In my previous post on estimating Pokemon CP, I did a very similar task by estimating a beta distribution density with JAGS.  The approach here with Stan is more sound than the JAGS approach as HMC is a better sampler than the Gibbs sampler of JAGS, and that I incorporate the prediction of new values within the model. In the previous example, I used a range of beta parameters extracted from the posterior to re-model the predictions.  Doing this as a generated quantities in Stan more accurately propagates the uncertainty.

The Model: State Mentions in Song Lyrics as a Beta

The beta distribution is thought of as a succession of binomial trials of successes and failures. As such, it covers the domain of a distribution of probabilities of success. To think of it as a rate of success is to conceptualize the problem here as: How many song mentions per unit of population?

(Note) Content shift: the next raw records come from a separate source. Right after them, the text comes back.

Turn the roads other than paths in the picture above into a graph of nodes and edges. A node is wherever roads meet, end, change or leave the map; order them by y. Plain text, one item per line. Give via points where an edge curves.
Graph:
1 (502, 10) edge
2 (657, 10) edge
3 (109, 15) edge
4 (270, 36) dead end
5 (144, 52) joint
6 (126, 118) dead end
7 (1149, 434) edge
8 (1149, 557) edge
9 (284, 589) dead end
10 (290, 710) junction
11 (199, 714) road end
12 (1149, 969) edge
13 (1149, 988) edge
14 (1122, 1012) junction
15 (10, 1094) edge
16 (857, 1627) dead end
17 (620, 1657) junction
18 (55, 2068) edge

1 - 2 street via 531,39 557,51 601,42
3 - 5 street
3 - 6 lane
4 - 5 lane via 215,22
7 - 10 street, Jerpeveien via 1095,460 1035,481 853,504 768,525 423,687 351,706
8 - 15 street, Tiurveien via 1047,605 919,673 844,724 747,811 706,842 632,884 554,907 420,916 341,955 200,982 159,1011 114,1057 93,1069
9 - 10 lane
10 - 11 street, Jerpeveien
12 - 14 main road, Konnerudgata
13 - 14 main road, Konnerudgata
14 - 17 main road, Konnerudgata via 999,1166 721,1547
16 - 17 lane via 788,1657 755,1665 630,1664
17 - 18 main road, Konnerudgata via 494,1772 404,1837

  • successes = how many songs successfully mention a state by name
  • attempts = a state’s population in units of 100k people (or 1,000,000 in Silge)

There is a bit of a dis-junction in intuition here as the success and attempts are on two completely different scales and it is not limited to the domain of [0,1]; there is no upper bound on the number of songs that mention a state relative to population.  An example of a more intuitively sound beta is Robinsons’s batting average whereas counter to the song mentions example, you cannot have more hits than at bats so it remains between [0,1].  However despite this disjunction, there is still ground for the state based interpretation; it is a very useful and convenient distribution, and Silge showed that it fits the observed data pretty darn well. So we go with it! [note: I modeled these data a few other potential distributions, and beta ‘won’ in terms of log likelihood.]

The models follows as such:

x\sim beta(\alpha,\beta)\\ \alpha \sim \text{half-normal}(1)\\ \beta \sim \text{half-normal}(10)

predictions for states are drawn from:

\tilde{x} \sim beta((successes + \alpha), (attempts - n + \beta))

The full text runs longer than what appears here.